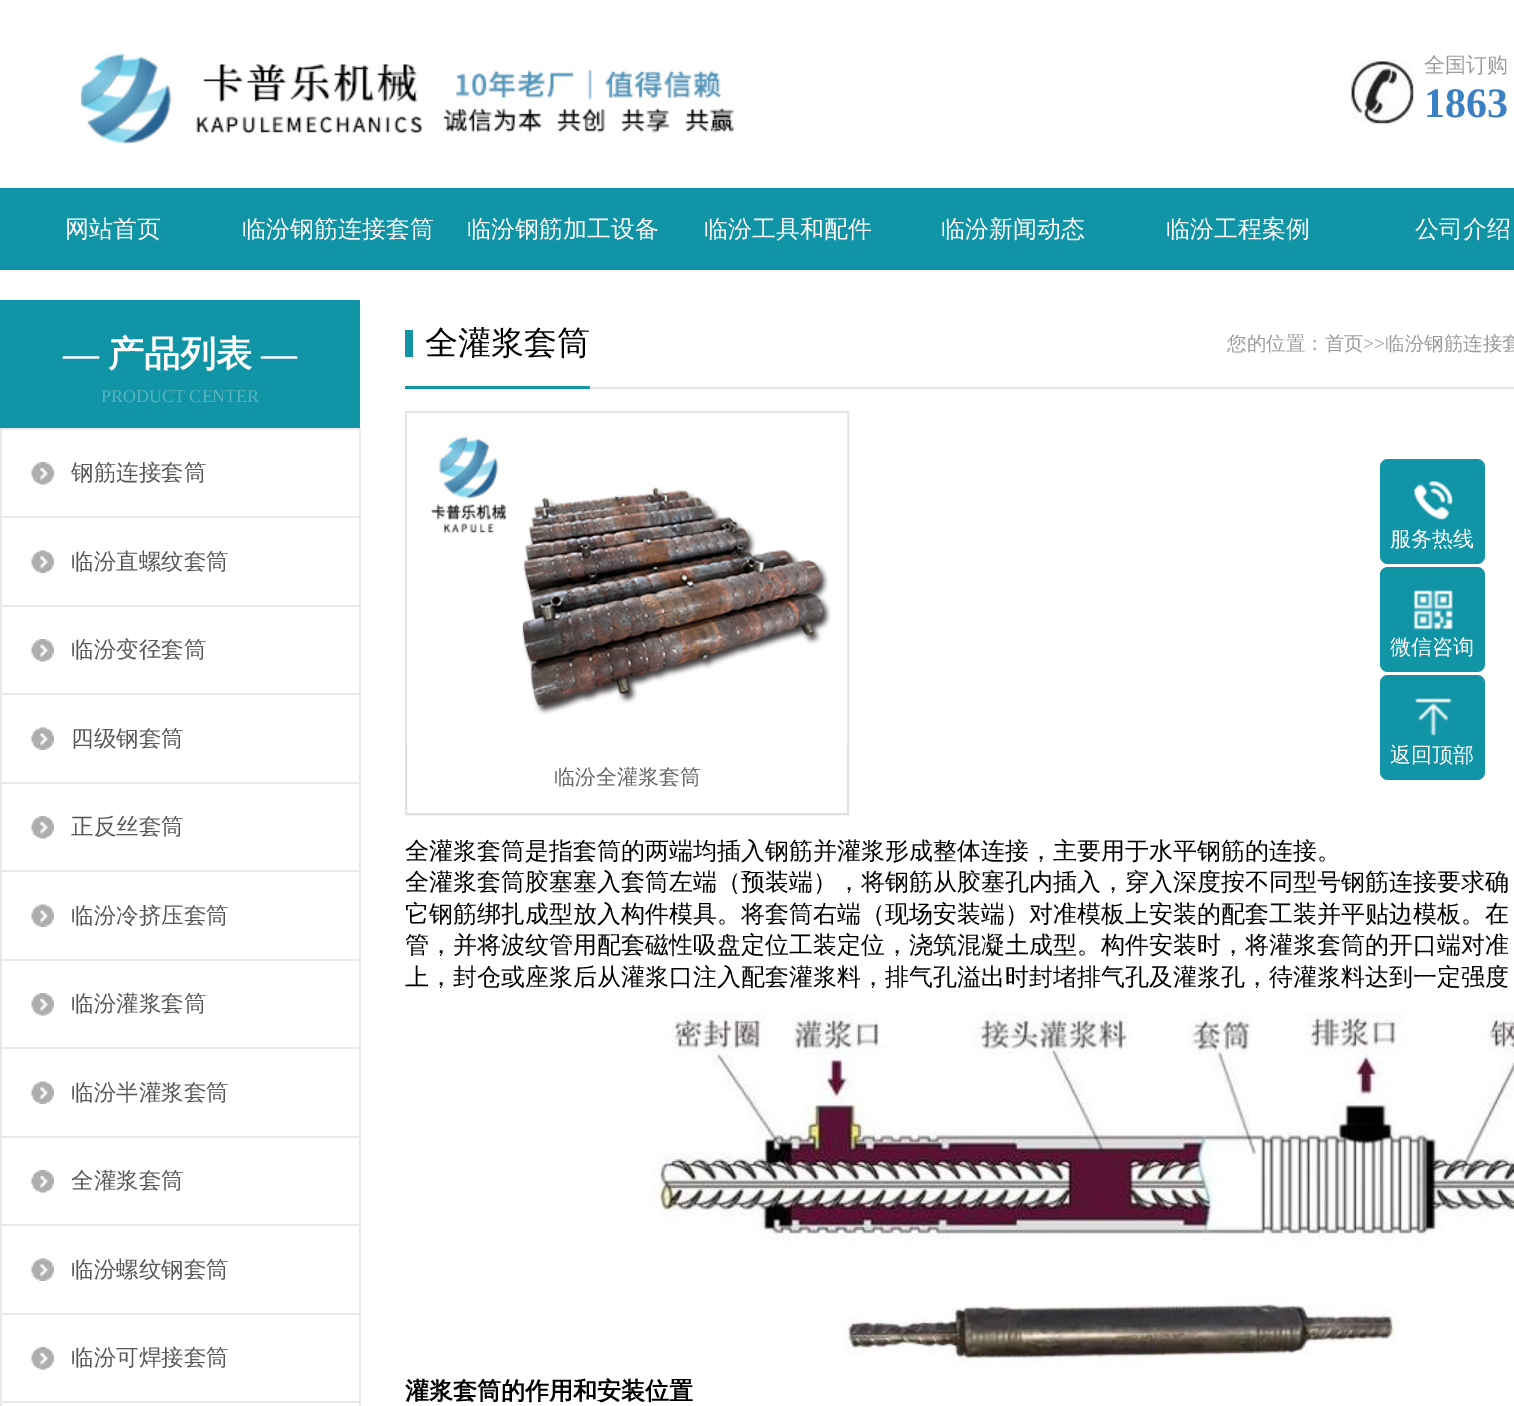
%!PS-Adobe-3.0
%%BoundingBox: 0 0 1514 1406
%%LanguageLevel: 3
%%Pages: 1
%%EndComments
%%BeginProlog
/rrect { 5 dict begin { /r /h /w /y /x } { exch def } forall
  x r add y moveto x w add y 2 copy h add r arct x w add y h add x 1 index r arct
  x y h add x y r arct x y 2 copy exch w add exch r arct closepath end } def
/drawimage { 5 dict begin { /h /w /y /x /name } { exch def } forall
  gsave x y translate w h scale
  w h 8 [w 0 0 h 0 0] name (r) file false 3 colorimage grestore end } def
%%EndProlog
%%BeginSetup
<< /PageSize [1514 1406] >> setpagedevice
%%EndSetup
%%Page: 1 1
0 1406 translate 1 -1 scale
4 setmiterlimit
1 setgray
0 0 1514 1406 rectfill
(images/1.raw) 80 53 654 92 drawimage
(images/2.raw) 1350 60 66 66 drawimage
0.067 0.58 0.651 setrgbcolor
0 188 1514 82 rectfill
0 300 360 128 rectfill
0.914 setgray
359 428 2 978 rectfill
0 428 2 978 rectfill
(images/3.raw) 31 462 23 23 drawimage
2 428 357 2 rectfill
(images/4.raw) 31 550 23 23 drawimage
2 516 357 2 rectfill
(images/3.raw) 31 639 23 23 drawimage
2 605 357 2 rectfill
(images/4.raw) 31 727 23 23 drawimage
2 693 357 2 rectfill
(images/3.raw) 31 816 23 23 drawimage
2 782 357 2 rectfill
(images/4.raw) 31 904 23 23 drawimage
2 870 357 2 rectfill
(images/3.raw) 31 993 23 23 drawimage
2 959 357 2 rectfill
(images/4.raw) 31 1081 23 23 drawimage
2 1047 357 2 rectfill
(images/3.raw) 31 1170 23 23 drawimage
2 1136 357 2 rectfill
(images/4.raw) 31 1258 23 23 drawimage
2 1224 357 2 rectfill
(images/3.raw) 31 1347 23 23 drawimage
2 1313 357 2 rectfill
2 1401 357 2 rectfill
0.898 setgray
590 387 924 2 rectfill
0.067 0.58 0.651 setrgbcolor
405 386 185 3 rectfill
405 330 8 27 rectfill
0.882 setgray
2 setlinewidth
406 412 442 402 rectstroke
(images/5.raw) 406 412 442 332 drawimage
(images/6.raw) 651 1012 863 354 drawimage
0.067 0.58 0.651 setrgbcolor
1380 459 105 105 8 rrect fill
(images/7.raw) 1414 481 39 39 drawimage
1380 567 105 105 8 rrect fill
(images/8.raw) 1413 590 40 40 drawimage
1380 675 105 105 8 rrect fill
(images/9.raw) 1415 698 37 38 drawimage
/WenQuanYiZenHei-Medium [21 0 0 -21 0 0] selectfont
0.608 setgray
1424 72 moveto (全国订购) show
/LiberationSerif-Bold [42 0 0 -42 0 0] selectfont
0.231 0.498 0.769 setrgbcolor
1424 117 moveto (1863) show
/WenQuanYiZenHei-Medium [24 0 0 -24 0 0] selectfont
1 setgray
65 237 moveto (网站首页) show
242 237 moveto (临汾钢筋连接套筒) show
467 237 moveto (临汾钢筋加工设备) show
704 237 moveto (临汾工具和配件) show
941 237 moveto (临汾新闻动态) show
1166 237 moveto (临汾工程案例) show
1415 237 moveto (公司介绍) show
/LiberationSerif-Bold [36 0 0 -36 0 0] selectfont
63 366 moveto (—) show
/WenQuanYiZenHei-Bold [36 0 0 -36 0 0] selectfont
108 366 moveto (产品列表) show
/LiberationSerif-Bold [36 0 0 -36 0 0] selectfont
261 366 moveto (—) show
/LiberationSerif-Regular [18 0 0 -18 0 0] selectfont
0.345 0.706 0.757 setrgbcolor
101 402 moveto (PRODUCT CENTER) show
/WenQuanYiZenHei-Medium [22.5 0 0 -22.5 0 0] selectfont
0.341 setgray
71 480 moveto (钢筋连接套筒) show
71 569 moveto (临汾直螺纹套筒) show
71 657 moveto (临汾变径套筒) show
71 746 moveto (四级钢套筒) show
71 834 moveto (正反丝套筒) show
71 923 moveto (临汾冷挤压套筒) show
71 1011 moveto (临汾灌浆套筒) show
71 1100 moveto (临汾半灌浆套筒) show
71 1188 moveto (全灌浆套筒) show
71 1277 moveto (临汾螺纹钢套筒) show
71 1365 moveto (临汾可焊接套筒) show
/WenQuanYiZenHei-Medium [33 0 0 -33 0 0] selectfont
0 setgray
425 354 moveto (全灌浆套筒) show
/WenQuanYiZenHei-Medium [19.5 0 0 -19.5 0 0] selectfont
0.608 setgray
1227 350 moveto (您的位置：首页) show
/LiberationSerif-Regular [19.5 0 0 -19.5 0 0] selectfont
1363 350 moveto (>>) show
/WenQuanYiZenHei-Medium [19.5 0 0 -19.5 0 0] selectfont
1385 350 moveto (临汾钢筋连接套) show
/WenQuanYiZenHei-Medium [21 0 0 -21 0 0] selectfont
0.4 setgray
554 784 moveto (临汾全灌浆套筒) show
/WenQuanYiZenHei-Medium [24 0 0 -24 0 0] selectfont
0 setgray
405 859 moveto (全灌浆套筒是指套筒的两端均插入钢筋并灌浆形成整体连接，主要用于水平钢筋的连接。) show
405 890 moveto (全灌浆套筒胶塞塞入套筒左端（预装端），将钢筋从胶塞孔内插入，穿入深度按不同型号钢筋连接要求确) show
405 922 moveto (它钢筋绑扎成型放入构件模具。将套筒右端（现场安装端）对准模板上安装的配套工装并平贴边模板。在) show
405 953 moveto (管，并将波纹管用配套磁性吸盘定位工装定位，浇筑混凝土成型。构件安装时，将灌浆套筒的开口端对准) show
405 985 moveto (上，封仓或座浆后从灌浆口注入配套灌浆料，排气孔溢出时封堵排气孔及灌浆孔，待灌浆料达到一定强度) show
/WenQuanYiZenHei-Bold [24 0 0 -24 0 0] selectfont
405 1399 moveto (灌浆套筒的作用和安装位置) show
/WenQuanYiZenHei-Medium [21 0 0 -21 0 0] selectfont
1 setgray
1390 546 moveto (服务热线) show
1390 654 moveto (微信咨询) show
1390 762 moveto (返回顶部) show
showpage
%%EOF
---------------
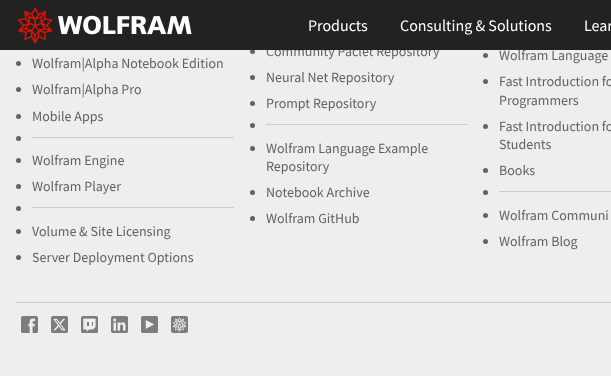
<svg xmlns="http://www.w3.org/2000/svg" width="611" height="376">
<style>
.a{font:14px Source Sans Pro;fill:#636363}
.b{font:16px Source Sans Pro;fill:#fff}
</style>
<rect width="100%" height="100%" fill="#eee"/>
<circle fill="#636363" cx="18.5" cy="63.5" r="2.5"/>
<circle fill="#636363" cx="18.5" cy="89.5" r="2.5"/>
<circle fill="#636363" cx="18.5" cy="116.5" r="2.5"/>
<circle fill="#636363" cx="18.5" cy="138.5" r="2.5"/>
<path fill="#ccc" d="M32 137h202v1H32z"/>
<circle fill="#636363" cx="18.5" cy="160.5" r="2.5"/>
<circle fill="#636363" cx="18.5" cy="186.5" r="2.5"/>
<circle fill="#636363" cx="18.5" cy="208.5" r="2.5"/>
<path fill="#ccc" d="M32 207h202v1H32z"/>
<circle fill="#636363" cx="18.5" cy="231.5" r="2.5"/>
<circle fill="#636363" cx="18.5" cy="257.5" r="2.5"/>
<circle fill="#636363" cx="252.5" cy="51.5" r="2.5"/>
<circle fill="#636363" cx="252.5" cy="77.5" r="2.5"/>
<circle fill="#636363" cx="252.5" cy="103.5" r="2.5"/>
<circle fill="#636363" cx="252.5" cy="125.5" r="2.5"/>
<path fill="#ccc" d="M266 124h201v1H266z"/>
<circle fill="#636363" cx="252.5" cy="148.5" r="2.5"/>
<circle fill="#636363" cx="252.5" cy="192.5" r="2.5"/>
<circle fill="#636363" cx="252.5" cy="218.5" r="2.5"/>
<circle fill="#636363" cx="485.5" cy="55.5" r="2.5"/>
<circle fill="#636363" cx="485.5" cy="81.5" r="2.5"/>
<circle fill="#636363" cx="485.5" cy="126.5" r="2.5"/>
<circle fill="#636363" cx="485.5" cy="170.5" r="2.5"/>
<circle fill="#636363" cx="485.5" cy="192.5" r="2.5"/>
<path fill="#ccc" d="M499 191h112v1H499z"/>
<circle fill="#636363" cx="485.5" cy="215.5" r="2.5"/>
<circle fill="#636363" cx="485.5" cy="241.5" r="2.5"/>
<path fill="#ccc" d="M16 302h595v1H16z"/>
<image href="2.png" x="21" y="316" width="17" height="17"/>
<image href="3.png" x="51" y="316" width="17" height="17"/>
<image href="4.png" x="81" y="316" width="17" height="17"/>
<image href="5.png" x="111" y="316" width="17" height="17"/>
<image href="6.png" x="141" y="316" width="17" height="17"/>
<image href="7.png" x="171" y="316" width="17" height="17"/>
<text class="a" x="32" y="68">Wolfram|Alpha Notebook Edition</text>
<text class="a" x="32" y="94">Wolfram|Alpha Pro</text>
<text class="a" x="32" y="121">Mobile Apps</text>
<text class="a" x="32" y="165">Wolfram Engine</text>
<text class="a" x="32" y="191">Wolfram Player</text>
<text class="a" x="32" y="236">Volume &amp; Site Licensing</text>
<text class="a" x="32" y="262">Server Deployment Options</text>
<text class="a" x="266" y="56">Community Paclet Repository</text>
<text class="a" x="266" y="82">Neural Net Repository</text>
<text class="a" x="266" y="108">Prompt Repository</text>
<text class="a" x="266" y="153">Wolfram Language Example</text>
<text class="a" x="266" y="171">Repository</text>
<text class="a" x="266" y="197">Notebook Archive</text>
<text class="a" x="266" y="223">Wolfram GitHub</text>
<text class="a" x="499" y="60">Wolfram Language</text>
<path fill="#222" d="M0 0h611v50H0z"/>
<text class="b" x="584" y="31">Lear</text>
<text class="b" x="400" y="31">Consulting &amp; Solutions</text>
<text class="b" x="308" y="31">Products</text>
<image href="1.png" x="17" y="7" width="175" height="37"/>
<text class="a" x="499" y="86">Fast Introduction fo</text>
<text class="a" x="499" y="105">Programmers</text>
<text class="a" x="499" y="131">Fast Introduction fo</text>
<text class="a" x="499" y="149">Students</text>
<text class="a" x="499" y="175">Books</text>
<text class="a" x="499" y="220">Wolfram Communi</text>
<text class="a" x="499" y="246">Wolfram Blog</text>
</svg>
---------------
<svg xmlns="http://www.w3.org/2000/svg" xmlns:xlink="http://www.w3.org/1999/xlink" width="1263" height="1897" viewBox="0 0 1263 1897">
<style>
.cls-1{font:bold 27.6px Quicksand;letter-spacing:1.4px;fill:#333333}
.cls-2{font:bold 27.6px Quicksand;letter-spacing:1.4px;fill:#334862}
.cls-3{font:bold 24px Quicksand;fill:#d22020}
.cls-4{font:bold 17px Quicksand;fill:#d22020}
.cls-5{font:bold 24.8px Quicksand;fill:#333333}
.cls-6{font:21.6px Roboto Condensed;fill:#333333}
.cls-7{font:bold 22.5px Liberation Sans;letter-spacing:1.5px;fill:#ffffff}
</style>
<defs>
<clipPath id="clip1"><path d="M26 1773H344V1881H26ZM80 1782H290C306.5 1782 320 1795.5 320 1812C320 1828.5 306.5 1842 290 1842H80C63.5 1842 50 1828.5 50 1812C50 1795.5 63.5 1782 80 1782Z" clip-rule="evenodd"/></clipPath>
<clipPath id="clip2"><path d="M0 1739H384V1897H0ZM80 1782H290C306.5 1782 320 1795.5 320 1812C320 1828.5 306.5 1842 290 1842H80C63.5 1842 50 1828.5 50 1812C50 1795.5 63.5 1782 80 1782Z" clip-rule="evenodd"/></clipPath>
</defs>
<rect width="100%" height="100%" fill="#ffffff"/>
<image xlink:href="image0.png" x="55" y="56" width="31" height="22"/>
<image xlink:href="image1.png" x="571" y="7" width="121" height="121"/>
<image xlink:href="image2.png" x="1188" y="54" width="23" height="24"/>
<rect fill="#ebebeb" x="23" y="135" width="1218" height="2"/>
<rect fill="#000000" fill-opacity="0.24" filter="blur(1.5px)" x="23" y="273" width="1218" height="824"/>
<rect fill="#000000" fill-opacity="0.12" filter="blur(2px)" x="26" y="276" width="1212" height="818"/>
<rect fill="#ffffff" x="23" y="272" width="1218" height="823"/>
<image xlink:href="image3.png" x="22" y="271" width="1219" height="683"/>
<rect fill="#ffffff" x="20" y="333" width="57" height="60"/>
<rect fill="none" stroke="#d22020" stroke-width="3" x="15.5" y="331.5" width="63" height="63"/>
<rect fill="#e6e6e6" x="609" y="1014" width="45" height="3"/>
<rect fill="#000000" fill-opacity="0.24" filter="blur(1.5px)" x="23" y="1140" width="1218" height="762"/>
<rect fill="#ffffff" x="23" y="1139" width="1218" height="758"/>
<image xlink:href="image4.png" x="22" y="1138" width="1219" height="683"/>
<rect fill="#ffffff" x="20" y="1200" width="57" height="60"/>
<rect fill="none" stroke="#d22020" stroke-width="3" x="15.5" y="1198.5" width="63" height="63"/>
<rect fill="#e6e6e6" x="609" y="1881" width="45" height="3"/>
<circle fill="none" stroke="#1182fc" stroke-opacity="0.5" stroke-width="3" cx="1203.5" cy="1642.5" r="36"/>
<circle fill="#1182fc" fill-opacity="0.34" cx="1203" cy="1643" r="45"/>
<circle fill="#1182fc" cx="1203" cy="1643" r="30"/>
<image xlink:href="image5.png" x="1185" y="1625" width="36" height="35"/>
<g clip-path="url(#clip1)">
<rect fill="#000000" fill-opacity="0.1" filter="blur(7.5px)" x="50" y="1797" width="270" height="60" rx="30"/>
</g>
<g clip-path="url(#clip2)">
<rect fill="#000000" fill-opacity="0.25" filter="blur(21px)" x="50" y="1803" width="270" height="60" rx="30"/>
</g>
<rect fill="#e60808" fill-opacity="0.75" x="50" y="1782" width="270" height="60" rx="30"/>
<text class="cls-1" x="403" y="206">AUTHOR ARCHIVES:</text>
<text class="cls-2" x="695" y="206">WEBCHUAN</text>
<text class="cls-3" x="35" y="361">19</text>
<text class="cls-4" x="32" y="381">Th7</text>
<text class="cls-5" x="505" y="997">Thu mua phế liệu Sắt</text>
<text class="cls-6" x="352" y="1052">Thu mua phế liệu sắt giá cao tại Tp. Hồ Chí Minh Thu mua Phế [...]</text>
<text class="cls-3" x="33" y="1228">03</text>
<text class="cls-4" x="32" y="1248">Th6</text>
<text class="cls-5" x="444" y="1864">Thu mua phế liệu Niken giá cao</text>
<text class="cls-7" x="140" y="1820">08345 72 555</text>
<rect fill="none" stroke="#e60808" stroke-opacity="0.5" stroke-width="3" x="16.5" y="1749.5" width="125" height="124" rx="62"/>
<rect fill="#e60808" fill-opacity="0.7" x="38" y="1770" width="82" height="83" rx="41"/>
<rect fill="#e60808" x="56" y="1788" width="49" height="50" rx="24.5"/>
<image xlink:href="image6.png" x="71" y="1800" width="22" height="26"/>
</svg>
---------------
Check the lines above and copy each one that includes "scale".

= Solution to the exercise =
  gsave x y translate w h scale
0 1406 translate 1 -1 scale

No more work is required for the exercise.